Imagine uma empresa que reúne indústria e imóveis de renda. Uma cisão parcial pode transferir os imóveis, contratos de locação e obrigações relacionadas a uma sociedade patrimonial, enquanto a indústria continua na cindida. O perímetro deve ser descrito com precisão para evitar disputa sobre o que acompanhou cada parcela.
O protocolo precisa ligar bens, direitos e obrigações
A operação utiliza protocolo e justificação, avaliação patrimonial e deliberação dos órgãos competentes. Imóveis, marcas, contratos, empregados, licenças, dívidas e processos precisam ser mapeados. O laudo atribui valor às parcelas, mas a documentação jurídica explica sua composição e as condições de transferência.
Certidões, matrículas, contratos, demonstrações contábeis, inventário de ativos e mapa de contingências são essenciais. Um ativo gravado não se torna livre por ter sido colocado no bloco cindido. Garantias e cláusulas de consentimento devem ser examinadas antes da aprovação.
A sucessão depende do desenho e das proteções legais
Na cisão com extinção, as receptoras sucedem direitos e obrigações conforme as proporções e relações previstas em lei. Na cisão parcial, o ato identifica as obrigações transferidas, sem afastar a tutela de credores. O art. 233 da Lei das S.A. disciplina responsabilidade e possibilidade de oposição em certos desenhos.
Por isso, a cisão não é ferramenta segura para deixar dívida em uma sociedade sem patrimônio. Credores podem invocar regras de responsabilidade, fraude e proteção patrimonial. A redação do ato entre sociedades não vincula terceiros além do que a legislação admite.
Registro e transição operacional merecem o mesmo cuidado
Depois das aprovações, os atos são arquivados e publicados conforme o regime aplicável. Cadastros fiscais, registros de imóveis, propriedade intelectual, bancos, notas fiscais, folha e licenças precisam acompanhar o perímetro. Contrapartes devem receber instruções claras sobre faturamento e pagamento.
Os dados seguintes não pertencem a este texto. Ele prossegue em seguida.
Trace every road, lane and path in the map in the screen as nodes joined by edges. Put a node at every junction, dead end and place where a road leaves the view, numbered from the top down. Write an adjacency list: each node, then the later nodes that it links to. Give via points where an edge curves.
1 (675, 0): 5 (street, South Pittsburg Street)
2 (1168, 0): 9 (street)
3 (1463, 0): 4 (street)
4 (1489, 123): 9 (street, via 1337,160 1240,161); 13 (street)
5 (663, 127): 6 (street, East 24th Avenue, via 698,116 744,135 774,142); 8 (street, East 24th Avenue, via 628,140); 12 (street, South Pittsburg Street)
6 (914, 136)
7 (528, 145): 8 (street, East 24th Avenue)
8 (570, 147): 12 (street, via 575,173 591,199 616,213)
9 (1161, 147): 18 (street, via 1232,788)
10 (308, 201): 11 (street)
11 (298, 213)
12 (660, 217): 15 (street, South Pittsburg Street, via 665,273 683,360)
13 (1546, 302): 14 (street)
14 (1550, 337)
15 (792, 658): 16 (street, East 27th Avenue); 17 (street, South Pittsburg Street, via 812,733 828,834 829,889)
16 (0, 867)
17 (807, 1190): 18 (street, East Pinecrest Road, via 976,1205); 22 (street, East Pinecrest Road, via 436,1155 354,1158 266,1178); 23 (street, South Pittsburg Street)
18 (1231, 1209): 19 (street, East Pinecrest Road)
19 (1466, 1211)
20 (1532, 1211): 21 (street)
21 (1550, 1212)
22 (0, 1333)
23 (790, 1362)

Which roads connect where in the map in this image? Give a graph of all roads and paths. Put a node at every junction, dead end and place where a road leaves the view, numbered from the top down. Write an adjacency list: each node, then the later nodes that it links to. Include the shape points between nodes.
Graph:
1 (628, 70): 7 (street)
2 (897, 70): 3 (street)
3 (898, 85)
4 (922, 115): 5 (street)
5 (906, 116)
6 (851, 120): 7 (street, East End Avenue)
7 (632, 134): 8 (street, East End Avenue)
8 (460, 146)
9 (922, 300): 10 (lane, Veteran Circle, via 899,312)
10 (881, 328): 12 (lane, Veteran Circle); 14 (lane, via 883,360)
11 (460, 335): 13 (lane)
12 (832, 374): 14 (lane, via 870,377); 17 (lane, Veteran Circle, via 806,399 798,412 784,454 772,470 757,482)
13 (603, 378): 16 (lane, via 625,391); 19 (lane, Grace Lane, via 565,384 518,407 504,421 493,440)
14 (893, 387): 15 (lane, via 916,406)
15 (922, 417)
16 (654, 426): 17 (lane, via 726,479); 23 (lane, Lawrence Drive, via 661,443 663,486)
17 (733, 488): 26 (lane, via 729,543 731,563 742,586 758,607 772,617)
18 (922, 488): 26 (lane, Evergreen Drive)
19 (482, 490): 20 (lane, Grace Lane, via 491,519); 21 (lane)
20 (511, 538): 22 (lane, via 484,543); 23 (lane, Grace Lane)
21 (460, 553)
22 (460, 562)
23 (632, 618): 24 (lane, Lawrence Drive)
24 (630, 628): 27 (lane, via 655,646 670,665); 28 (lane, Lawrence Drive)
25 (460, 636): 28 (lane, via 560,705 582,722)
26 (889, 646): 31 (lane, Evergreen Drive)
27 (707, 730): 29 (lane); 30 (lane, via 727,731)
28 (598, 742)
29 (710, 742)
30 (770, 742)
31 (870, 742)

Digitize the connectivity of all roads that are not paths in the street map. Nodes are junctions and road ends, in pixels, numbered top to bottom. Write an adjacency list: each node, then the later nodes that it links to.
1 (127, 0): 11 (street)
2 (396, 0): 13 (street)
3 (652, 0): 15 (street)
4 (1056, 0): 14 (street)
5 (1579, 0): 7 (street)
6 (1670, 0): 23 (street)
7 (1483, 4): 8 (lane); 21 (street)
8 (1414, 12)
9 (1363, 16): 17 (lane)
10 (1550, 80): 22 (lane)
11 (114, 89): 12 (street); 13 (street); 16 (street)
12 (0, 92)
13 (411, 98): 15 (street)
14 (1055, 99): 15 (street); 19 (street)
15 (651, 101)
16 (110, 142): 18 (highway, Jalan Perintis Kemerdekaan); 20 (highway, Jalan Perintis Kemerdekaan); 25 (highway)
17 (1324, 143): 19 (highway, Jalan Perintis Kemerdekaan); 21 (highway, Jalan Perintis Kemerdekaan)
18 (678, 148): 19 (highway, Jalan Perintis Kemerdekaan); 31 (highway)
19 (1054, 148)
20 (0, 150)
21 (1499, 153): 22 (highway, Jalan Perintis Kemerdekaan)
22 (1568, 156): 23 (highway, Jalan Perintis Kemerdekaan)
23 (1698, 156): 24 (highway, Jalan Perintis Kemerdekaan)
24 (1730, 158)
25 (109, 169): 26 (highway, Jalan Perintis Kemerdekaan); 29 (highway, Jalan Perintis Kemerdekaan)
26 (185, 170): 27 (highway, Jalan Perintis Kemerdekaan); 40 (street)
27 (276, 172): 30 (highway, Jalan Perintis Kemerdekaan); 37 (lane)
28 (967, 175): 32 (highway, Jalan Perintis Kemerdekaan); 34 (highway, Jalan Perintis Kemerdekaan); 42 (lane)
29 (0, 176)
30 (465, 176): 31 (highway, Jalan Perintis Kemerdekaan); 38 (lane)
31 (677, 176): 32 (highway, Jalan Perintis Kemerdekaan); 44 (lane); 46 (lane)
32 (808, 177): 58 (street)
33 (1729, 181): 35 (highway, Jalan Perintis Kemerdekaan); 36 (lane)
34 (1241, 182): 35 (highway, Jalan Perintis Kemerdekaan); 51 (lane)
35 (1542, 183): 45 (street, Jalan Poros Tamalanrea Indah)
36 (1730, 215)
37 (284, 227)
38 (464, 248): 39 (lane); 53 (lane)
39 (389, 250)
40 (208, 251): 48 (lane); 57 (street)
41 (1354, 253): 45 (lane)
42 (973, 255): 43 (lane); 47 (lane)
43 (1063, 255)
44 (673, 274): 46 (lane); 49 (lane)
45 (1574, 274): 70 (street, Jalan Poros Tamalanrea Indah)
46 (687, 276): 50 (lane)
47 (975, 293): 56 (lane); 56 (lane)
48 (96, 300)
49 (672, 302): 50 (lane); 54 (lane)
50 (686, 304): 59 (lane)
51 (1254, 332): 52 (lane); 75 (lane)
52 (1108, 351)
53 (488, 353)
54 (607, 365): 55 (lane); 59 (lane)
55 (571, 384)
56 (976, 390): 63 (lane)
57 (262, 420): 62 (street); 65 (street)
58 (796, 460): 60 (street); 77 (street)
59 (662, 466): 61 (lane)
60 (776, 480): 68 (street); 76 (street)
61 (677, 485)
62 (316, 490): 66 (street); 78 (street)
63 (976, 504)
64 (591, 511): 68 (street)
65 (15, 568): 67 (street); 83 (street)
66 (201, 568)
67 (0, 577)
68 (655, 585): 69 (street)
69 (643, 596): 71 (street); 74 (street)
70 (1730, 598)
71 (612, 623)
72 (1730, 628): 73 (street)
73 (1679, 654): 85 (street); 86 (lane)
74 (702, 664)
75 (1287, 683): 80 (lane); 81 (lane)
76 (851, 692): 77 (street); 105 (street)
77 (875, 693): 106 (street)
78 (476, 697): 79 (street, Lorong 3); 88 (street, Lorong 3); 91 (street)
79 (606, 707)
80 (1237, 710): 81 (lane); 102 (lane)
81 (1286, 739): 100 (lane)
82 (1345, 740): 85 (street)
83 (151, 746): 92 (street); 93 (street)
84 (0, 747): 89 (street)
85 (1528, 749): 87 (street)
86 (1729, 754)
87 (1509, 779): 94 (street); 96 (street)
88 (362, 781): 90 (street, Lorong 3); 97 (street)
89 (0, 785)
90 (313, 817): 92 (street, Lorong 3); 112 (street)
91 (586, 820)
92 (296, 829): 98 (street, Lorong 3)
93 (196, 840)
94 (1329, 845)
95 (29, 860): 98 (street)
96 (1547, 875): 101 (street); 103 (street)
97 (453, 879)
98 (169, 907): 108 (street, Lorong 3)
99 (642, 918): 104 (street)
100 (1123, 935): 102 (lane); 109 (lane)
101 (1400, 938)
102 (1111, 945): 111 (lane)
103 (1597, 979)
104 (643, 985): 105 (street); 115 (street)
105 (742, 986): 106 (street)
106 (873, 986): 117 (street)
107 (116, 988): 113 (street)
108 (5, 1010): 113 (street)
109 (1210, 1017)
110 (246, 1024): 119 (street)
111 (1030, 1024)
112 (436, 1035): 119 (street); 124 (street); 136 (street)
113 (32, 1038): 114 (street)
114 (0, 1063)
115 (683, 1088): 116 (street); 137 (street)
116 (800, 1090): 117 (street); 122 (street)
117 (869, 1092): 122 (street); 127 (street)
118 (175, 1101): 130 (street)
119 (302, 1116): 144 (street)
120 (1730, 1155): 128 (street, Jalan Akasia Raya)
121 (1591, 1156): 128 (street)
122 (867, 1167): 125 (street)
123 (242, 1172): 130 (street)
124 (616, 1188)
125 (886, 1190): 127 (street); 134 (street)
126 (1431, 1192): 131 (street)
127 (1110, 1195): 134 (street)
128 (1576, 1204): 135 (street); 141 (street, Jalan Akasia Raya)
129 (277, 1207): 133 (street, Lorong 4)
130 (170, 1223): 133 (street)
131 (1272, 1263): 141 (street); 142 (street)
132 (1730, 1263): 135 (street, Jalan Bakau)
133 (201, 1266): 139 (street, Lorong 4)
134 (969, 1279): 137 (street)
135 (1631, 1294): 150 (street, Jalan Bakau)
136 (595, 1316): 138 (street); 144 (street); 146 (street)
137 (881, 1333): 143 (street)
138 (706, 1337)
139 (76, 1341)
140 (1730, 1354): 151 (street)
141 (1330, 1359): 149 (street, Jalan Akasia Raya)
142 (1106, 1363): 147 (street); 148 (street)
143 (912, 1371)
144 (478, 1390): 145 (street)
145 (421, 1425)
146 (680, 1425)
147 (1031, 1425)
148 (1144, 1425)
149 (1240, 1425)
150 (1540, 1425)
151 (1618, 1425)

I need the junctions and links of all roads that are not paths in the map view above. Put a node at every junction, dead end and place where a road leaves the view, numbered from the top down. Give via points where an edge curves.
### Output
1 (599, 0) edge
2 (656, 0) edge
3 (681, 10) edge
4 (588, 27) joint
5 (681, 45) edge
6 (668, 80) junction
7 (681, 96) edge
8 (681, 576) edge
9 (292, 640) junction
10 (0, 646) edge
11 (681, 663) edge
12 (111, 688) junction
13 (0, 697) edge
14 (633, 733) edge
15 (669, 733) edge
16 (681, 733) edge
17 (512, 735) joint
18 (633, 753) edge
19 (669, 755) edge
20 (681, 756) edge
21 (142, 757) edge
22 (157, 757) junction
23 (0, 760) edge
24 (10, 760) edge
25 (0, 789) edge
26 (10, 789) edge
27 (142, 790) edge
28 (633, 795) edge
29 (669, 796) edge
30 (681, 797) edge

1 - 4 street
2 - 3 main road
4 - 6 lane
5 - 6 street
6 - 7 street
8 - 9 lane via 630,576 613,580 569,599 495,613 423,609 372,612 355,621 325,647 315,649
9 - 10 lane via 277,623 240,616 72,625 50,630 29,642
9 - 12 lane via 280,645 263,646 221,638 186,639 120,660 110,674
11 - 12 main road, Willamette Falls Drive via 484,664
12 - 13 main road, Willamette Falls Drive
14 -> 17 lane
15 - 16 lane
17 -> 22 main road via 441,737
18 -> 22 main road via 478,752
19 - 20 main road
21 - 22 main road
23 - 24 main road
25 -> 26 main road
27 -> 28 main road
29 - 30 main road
Se a receptora já existe, seu capital e ato constitutivo podem precisar de alteração. Se nasce na cisão, sua governança deve estar completa desde a constituição. A continuidade de serviços e a custódia dos documentos anteriores precisam ter responsáveis definidos.
Separar uma unidade não exige sempre uma cisão
A venda de ativos, a conferência de bens, a criação de subsidiária ou uma reorganização contratual podem atender objetivos mais modestos. Cisão tem valor quando a transferência de um conjunto patrimonial e a sucessão correspondente resolvem um problema real. Custos, tributos, anuências e impacto sobre credores devem entrar na comparação.
É importante não tratar a operação como receita para economia fiscal ou blindagem. O caso concreto demanda análise societária, contábil e tributária integrada antes de qualquer protocolo.
Perguntas frequentes
A empresa cindida sempre deixa de existir?
Não. Ela só é extinta quando transfere todo o patrimônio. Na cisão parcial, permanece com a parcela não transferida e com capital ajustado.
É possível transferir um imóvel por cisão?
O imóvel pode integrar a parcela patrimonial, mas título, registro, gravames, avaliação e requisitos do ato devem ser observados; a deliberação isolada não dispensa a regularização registral.